Lanzarote's bilingual magazine

Gourmet Panna cotta

Ingredients (serves 6)

For the Panna Cotta

  • 500 ml double cream (min. 35% fat)
  • 60 g caster sugar
  • 1 tsp vanilla extract
  • 5 g leaf gelatine (approx. 3 sheets)

For the Bitter Orange Layer

  • 220 g bitter orange marmalade
  • 80 ml water or fresh orange juice
  • 3g leaf gelatine (or 2.5–3g agar-agar)
  • 1 tbsp Grand Marnier ‘Cordon Rouge’

For the brûléed Cream

  • 200 ml double cream, chilled
  • 15–20g icing sugar
  • Caster sugar, for caramelising

For the Caramel Crisp (Sugar Cage)

  • 150 g caster sugar
  • 50 g liquid glucose or mild honey
  • 50 ml water

Garnish

  • Summer berries, edible flowers, and microgreens

Method

Place individual silicone moulds (approx. 7–8cm) on a baking tray. Soak the gelatine in cold water for 5–10 minutes. In a saucepan, heat the cream with the sugar and vanilla. Just before it reaches boiling point, remove from the heat. Squeeze the excess water from the gelatine, add it to the hot cream, and stir until fully dissolved. Pour into the moulds to fill them about a quarter of the way up. Chill for 15–30 minutes until set.

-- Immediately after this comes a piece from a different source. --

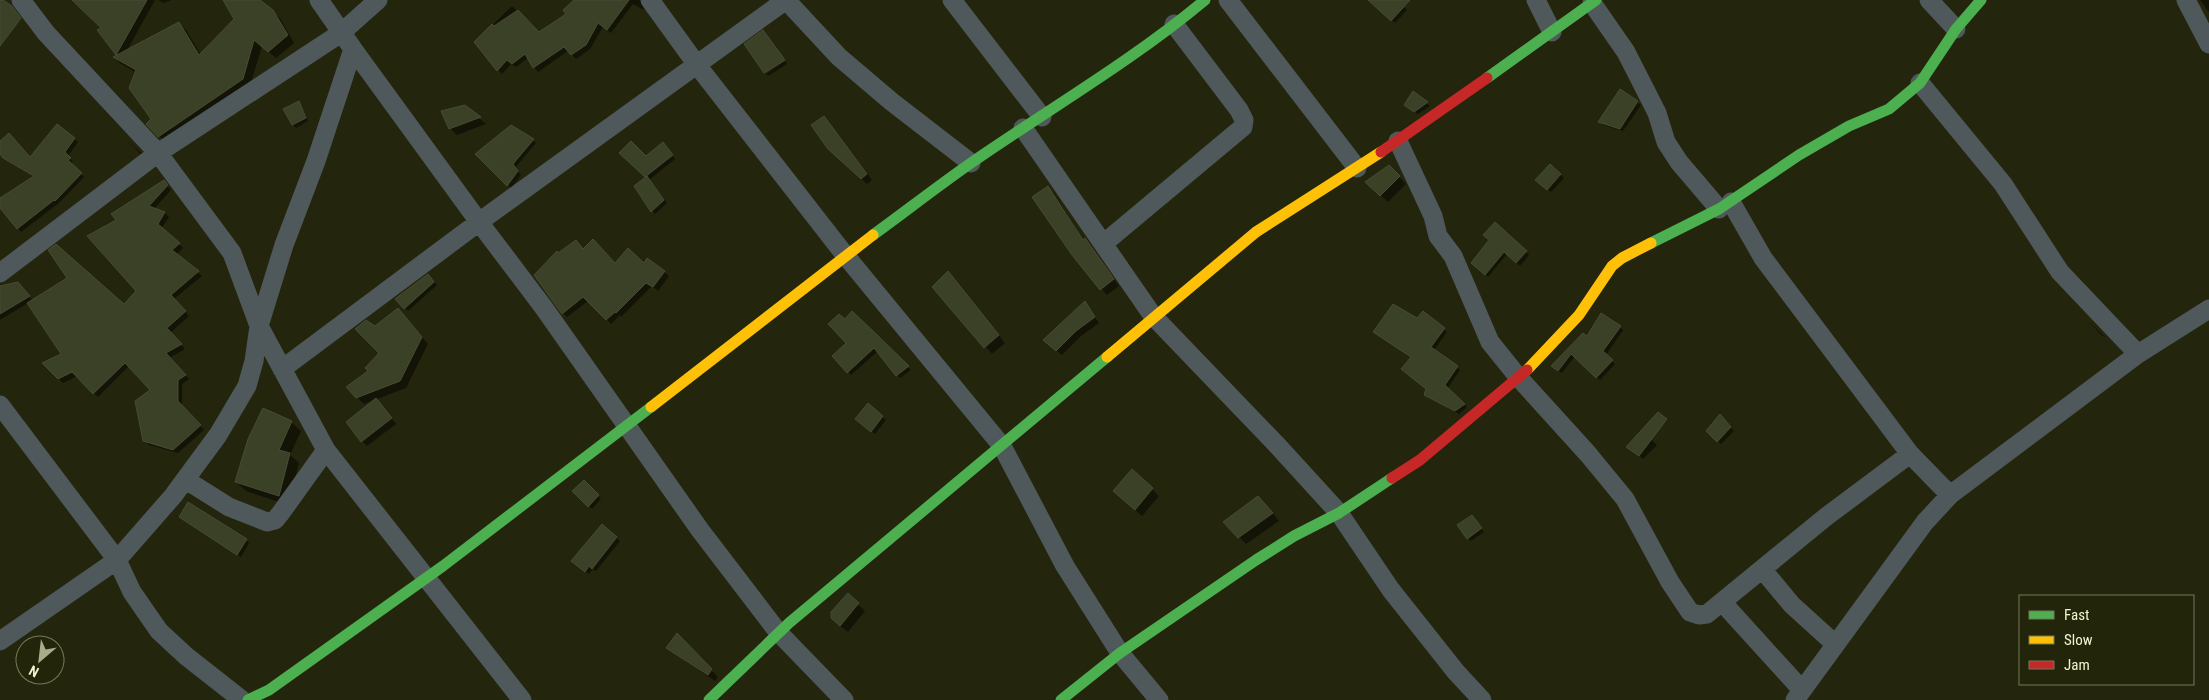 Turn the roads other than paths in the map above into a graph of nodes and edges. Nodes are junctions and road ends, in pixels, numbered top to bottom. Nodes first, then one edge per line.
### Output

To prepare the orange layer, warm the marmalade with the water or juice in a small pan. Remove from the heat and stir in the pre-soaked gelatine until melted. Finally, stir in the Grand Marnier.

Pour a thin layer of the orange mixture over the set panna cotta, then repeat the process, alternating layers, allowing each to set in the fridge before adding the next. Once finished, refrigerate for at least 4 hours. Unmould carefully just before serving.

To make the brûléed cream, whisk the chilled cream with the icing sugar until soft peaks form. To serve, create a teardrop of cream on the plate. Dust the thickest part with a very fine layer of sugar and caramelise with a kitchen blowtorch immediately before serving.

For the caramel crisp, bring the water, sugar, and glucose (or honey) to a boil without stirring. Allow it to bubble until it reaches a pale golden caramel. Drizzle the caramel over a rolling pin or an inverted bowl to create a delicate ‘cage’ or spun-sugar effect. Once cooled and hardened, carefully snap into shards.

To serve, place the panna cotta on the plate, top with a thin slice of orange, and finish with red berries, flowers, microgreens and the caramel shards, alongside the brûléed cream.